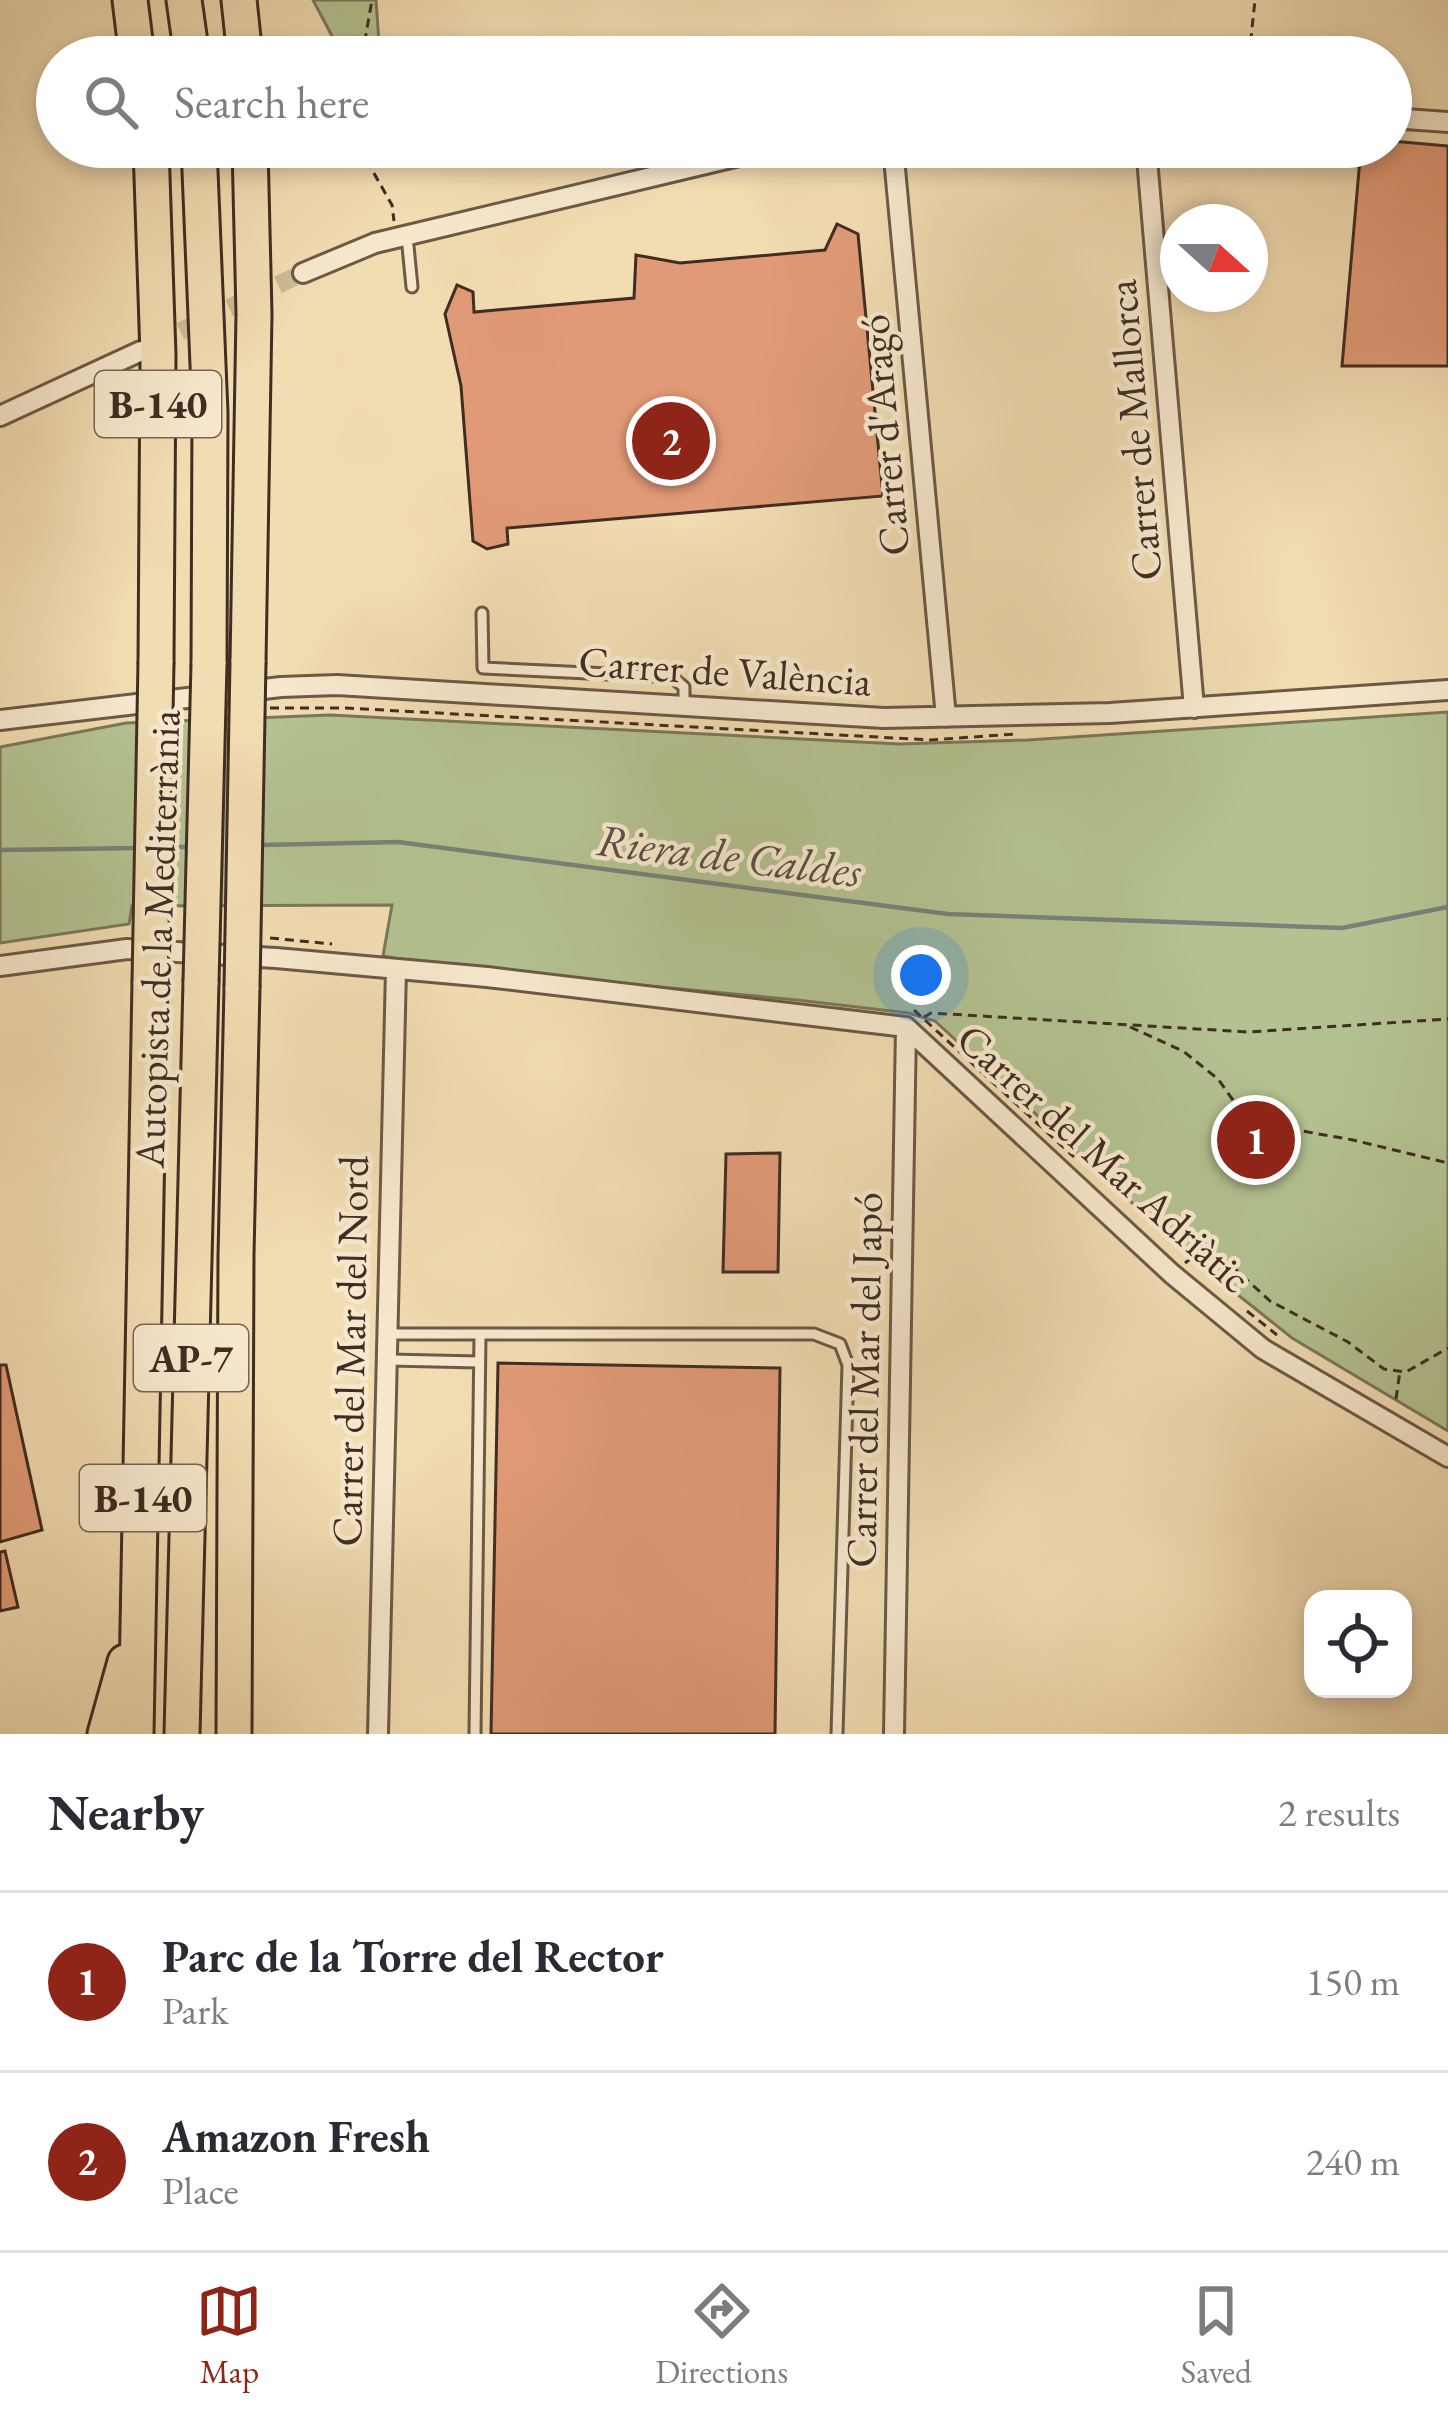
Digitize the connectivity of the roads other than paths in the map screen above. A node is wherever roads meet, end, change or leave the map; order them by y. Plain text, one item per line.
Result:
1 (130, 0) edge
2 (141, 0) edge
3 (184, 0) edge
4 (239, 0) edge
5 (134, 36) edge
6 (145, 36) edge
7 (189, 36) edge
8 (243, 36) edge
9 (1412, 119) edge
10 (1448, 122) edge
11 (152, 168) edge
12 (200, 168) edge
13 (250, 168) edge
14 (690, 168) edge
15 (895, 168) edge
16 (1148, 168) edge
17 (402, 237) junction
18 (303, 273) tunnel mouth
19 (412, 287) dead end
20 (140, 351) tunnel mouth
21 (0, 416) edge
22 (482, 613) dead end
23 (1448, 690) edge
24 (684, 705) junction
25 (1194, 707) junction
26 (946, 716) junction
27 (0, 720) edge
28 (0, 966) edge
29 (396, 969) junction
30 (905, 1027) junction
31 (386, 1334) junction
32 (480, 1335) junction
33 (385, 1360) junction
34 (479, 1362) junction
35 (1448, 1457) edge
36 (141, 1596) junction
37 (105, 1734) edge
38 (136, 1734) edge
39 (182, 1734) edge
40 (238, 1734) edge
41 (378, 1734) edge
42 (475, 1734) edge
43 (838, 1734) edge
44 (894, 1734) edge

1 - 5 highway
2 - 6 highway
3 - 7 highway
4 - 8 highway
9 - 10 street
11 - 36 highway, B-140, bridge
12 - 39 highway, Autopista de la Mediterrània / AP-7, bridge
13 - 40 highway, Autopista de la Mediterrània / AP-7, bridge
14 - 17 street
15 - 26 street, Carrer d'Aragó
16 - 25 street, Carrer de Mallorca
17 - 18 street
17 - 19 lane
20 - 21 street
22 - 24 lane
23 - 25 street, Carrer de València
24 - 26 street, Carrer de València
24 - 27 street, Carrer de València
25 - 26 street, Carrer de València
28 - 29 street, Carrer del Mar Adriàtic
29 - 30 street, Carrer del Mar Adriàtic
29 - 31 street, Carrer del Mar del Nord
30 - 35 street, Carrer del Mar Adriàtic
30 - 44 street, Carrer del Mar del Japó
31 - 32 lane
31 - 33 street, Carrer del Mar del Nord
32 - 34 lane
32 - 43 lane
33 - 34 lane
33 - 41 street, Carrer del Mar del Nord
34 - 42 lane
36 - 37 highway, B-140
36 - 38 highway, B-140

§ WHAT THE TASK REQUIRES
Each entry is to be output exactly, and no picture is to appear.

§ WRITTEN RESPONSE
Digitize the connectivity of the roads other than paths in the map screen above. A node is wherever roads meet, end, change or leave the map; order them by y. Plain text, one item per line.
Result:
1 (130, 0) edge
2 (141, 0) edge
3 (184, 0) edge
4 (239, 0) edge
5 (134, 36) edge
6 (145, 36) edge
7 (189, 36) edge
8 (243, 36) edge
9 (1412, 119) edge
10 (1448, 122) edge
11 (152, 168) edge
12 (200, 168) edge
13 (250, 168) edge
14 (690, 168) edge
15 (895, 168) edge
16 (1148, 168) edge
17 (402, 237) junction
18 (303, 273) tunnel mouth
19 (412, 287) dead end
20 (140, 351) tunnel mouth
21 (0, 416) edge
22 (482, 613) dead end
23 (1448, 690) edge
24 (684, 705) junction
25 (1194, 707) junction
26 (946, 716) junction
27 (0, 720) edge
28 (0, 966) edge
29 (396, 969) junction
30 (905, 1027) junction
31 (386, 1334) junction
32 (480, 1335) junction
33 (385, 1360) junction
34 (479, 1362) junction
35 (1448, 1457) edge
36 (141, 1596) junction
37 (105, 1734) edge
38 (136, 1734) edge
39 (182, 1734) edge
40 (238, 1734) edge
41 (378, 1734) edge
42 (475, 1734) edge
43 (838, 1734) edge
44 (894, 1734) edge

1 - 5 highway
2 - 6 highway
3 - 7 highway
4 - 8 highway
9 - 10 street
11 - 36 highway, B-140, bridge
12 - 39 highway, Autopista de la Mediterrània / AP-7, bridge
13 - 40 highway, Autopista de la Mediterrània / AP-7, bridge
14 - 17 street
15 - 26 street, Carrer d'Aragó
16 - 25 street, Carrer de Mallorca
17 - 18 street
17 - 19 lane
20 - 21 street
22 - 24 lane
23 - 25 street, Carrer de València
24 - 26 street, Carrer de València
24 - 27 street, Carrer de València
25 - 26 street, Carrer de València
28 - 29 street, Carrer del Mar Adriàtic
29 - 30 street, Carrer del Mar Adriàtic
29 - 31 street, Carrer del Mar del Nord
30 - 35 street, Carrer del Mar Adriàtic
30 - 44 street, Carrer del Mar del Japó
31 - 32 lane
31 - 33 street, Carrer del Mar del Nord
32 - 34 lane
32 - 43 lane
33 - 34 lane
33 - 41 street, Carrer del Mar del Nord
34 - 42 lane
36 - 37 highway, B-140
36 - 38 highway, B-140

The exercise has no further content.